◆ Exercise input:
▼

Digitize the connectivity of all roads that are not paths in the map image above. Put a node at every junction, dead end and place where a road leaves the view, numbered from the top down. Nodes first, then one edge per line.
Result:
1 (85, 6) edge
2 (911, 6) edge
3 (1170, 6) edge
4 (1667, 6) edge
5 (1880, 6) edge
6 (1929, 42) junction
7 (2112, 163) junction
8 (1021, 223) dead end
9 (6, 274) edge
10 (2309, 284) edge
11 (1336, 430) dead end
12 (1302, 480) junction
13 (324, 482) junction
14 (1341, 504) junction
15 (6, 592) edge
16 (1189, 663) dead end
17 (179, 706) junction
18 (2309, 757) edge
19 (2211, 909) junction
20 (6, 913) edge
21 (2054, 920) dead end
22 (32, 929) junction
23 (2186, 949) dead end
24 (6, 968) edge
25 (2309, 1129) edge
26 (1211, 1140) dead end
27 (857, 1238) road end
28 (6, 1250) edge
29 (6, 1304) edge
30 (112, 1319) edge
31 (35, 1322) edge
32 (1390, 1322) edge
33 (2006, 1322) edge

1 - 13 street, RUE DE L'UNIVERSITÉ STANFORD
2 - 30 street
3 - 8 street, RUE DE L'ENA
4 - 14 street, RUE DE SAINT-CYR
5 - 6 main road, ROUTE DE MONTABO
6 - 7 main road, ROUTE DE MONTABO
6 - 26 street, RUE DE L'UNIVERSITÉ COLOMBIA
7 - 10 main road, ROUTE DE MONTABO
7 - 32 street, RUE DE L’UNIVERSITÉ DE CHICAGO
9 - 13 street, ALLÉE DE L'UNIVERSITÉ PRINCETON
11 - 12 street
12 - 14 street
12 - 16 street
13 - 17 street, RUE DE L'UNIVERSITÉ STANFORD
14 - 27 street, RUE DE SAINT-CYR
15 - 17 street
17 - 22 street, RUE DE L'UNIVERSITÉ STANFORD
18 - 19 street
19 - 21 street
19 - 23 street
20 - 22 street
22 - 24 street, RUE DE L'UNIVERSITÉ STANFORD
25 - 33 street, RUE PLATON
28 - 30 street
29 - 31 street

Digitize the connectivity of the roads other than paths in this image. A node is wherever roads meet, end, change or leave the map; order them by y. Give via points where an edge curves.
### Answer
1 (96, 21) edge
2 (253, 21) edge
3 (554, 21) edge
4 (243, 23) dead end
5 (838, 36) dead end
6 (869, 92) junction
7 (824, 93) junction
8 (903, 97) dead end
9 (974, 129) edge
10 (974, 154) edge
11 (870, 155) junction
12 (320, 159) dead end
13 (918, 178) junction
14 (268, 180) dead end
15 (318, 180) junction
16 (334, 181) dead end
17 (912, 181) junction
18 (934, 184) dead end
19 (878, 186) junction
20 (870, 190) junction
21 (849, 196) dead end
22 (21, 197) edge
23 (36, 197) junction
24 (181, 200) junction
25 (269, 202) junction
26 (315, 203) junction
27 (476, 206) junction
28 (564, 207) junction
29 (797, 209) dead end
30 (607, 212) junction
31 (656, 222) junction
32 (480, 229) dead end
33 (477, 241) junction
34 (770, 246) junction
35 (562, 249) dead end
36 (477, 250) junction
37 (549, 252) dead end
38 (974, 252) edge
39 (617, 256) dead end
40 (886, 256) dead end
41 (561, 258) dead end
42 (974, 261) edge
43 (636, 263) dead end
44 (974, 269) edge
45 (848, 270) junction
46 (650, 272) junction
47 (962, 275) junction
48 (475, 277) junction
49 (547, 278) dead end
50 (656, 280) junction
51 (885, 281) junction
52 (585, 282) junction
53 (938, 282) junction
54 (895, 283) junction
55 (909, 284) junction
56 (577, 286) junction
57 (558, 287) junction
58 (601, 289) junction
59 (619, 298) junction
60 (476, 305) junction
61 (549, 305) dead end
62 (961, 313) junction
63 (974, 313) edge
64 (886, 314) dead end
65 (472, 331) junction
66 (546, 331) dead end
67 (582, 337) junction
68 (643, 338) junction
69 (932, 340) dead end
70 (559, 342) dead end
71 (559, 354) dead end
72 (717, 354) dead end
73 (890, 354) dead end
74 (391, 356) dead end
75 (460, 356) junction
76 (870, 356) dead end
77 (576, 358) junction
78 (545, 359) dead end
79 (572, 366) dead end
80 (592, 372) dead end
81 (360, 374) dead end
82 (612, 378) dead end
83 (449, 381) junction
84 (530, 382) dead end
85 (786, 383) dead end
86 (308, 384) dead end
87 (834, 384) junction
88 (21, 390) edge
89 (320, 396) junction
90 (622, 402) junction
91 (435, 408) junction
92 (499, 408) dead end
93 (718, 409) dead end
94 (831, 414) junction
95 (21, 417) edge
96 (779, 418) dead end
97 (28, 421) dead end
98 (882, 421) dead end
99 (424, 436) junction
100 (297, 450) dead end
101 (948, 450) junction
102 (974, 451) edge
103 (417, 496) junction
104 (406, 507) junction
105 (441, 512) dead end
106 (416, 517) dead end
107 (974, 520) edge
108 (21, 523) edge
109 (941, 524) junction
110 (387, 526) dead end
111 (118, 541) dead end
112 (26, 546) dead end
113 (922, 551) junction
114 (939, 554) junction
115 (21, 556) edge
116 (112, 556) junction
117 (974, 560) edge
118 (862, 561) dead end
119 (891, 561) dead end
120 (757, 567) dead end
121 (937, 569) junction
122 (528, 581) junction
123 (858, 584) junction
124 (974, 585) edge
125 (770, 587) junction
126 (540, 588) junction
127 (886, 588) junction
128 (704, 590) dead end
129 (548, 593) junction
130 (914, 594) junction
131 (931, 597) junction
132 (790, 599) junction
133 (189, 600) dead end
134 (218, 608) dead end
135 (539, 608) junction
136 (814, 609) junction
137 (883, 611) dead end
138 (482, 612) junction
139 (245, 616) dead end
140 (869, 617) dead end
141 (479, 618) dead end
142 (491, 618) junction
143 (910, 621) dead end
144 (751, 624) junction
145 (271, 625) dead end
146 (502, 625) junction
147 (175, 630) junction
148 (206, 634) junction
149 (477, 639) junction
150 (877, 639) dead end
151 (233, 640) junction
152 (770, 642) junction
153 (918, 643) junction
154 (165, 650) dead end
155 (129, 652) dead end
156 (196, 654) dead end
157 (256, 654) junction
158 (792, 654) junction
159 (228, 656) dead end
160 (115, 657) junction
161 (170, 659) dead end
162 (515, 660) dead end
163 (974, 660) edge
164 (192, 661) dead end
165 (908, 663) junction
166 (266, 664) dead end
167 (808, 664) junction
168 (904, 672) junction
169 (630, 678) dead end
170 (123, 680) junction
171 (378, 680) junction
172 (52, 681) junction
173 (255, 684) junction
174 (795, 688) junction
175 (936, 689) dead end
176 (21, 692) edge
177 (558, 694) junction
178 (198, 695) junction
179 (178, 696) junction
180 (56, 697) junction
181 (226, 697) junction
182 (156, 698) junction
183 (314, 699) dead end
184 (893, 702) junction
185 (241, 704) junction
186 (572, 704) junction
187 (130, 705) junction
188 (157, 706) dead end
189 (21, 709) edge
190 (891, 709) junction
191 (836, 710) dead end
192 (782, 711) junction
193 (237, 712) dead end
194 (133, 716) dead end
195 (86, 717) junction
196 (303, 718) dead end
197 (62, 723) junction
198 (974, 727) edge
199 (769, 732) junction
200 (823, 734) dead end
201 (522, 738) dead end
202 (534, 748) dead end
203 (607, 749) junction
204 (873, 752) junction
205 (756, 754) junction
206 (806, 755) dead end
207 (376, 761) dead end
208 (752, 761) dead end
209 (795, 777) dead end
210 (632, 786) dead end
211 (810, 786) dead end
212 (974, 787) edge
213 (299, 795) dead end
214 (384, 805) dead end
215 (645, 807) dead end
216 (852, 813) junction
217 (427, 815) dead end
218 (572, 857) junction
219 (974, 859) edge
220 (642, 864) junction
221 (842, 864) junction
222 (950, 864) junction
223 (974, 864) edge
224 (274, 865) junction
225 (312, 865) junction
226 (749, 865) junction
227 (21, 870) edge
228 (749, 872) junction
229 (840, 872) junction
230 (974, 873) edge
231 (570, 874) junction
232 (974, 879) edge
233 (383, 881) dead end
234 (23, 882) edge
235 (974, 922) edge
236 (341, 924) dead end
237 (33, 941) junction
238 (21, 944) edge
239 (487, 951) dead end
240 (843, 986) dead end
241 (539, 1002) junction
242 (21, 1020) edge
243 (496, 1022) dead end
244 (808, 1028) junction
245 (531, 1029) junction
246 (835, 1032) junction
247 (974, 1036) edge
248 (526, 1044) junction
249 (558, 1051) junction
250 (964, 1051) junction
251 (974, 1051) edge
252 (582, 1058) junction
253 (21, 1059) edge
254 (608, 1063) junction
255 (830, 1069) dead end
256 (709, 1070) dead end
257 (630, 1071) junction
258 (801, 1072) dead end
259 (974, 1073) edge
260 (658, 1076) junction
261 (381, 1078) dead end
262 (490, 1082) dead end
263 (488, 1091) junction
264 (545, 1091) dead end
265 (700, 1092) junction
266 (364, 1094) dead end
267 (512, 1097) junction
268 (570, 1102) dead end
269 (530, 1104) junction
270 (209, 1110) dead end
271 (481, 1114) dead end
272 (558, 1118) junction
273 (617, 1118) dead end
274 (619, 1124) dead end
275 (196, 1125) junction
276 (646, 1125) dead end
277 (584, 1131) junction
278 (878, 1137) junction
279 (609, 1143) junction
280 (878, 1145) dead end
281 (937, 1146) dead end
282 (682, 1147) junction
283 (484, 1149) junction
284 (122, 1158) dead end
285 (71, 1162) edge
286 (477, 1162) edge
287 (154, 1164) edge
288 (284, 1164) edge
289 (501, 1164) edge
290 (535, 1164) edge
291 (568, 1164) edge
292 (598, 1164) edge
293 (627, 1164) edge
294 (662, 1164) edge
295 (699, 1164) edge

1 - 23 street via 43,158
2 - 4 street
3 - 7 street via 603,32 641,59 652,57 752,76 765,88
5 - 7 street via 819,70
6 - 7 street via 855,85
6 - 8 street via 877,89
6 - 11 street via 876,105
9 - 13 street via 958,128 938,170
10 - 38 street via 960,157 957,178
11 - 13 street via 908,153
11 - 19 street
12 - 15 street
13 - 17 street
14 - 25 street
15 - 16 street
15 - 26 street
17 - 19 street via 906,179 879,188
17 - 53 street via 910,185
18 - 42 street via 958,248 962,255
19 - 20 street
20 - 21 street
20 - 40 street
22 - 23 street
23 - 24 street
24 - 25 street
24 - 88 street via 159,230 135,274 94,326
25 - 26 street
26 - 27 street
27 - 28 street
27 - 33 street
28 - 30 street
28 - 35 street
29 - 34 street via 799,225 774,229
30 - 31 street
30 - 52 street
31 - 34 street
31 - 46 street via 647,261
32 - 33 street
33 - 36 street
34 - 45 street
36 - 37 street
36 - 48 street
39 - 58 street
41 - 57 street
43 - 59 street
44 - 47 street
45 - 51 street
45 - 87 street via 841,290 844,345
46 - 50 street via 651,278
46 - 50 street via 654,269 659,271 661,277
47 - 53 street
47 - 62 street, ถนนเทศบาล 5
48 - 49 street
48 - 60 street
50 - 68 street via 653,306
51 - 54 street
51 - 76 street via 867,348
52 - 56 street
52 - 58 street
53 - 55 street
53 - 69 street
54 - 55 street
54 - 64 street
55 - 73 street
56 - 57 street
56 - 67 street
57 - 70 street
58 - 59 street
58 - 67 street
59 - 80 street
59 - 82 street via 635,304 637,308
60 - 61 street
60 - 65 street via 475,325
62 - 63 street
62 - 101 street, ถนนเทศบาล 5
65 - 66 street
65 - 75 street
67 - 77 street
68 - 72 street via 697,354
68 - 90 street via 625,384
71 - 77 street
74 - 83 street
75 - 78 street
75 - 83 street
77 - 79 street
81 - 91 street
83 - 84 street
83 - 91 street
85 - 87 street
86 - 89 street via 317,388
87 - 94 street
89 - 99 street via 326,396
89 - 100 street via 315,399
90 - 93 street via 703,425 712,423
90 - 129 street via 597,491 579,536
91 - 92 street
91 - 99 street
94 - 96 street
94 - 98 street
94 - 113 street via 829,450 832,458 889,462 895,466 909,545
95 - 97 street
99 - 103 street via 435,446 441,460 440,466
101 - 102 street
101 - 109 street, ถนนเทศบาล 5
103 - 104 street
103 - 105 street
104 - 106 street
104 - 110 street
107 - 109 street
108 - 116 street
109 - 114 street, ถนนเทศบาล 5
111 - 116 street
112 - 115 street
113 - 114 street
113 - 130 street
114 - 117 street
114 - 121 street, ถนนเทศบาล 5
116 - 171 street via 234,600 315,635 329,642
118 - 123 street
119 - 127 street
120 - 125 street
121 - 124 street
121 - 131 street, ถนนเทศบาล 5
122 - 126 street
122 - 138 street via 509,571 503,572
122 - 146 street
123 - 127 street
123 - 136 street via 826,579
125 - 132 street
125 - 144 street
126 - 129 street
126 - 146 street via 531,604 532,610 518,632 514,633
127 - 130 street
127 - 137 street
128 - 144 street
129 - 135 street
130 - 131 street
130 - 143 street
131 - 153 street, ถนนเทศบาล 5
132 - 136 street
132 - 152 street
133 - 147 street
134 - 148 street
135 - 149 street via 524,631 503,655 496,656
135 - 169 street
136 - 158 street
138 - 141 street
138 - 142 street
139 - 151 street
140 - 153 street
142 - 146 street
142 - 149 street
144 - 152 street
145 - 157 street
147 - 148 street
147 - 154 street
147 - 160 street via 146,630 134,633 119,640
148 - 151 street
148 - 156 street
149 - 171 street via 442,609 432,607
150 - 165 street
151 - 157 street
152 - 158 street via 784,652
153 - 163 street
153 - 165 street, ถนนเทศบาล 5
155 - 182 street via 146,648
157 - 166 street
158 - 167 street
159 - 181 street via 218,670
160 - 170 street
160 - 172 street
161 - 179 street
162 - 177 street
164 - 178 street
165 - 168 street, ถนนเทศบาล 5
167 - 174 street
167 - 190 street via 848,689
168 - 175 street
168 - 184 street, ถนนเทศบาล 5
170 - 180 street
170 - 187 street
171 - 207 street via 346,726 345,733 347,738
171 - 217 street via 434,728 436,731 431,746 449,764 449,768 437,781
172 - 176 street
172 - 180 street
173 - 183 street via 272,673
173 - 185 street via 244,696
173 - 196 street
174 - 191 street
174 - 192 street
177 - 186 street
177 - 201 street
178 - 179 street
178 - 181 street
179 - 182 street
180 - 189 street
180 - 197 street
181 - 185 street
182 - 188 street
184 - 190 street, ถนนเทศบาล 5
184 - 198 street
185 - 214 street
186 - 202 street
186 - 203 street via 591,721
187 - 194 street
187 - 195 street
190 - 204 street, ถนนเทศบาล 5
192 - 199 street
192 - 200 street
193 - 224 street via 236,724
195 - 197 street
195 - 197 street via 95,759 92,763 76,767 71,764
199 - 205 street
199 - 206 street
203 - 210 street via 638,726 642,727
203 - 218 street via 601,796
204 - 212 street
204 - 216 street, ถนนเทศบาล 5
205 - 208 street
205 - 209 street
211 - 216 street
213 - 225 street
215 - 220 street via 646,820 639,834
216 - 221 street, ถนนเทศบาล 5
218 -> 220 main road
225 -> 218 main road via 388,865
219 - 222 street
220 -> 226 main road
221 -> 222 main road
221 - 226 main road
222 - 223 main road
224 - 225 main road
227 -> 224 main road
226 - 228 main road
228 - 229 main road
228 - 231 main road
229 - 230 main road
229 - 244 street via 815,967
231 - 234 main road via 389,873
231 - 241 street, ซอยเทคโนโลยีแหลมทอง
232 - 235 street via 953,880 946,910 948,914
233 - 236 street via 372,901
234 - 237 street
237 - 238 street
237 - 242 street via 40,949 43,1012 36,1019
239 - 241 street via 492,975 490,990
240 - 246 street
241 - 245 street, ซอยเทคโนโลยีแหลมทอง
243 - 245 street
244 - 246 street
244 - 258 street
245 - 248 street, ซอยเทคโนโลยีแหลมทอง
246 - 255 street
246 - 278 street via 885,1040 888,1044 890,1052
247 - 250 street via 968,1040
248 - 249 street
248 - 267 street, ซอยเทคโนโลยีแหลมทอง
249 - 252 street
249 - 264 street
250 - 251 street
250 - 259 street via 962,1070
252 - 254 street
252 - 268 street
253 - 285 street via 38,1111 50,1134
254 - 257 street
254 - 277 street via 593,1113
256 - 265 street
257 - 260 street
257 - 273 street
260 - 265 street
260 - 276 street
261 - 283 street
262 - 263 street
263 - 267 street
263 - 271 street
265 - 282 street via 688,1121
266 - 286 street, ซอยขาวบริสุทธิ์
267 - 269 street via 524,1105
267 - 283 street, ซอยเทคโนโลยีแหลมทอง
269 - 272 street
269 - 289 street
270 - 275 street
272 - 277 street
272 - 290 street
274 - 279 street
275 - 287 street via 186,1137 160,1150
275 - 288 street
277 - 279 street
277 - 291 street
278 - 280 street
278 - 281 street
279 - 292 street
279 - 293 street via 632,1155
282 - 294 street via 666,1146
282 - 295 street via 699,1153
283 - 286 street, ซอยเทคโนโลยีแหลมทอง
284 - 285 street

▲

◆ Exercise brief: This exercise requires the number of lines in the entries holding the word "UNIVERSITÉ", written alone.

◆ Answer space: 7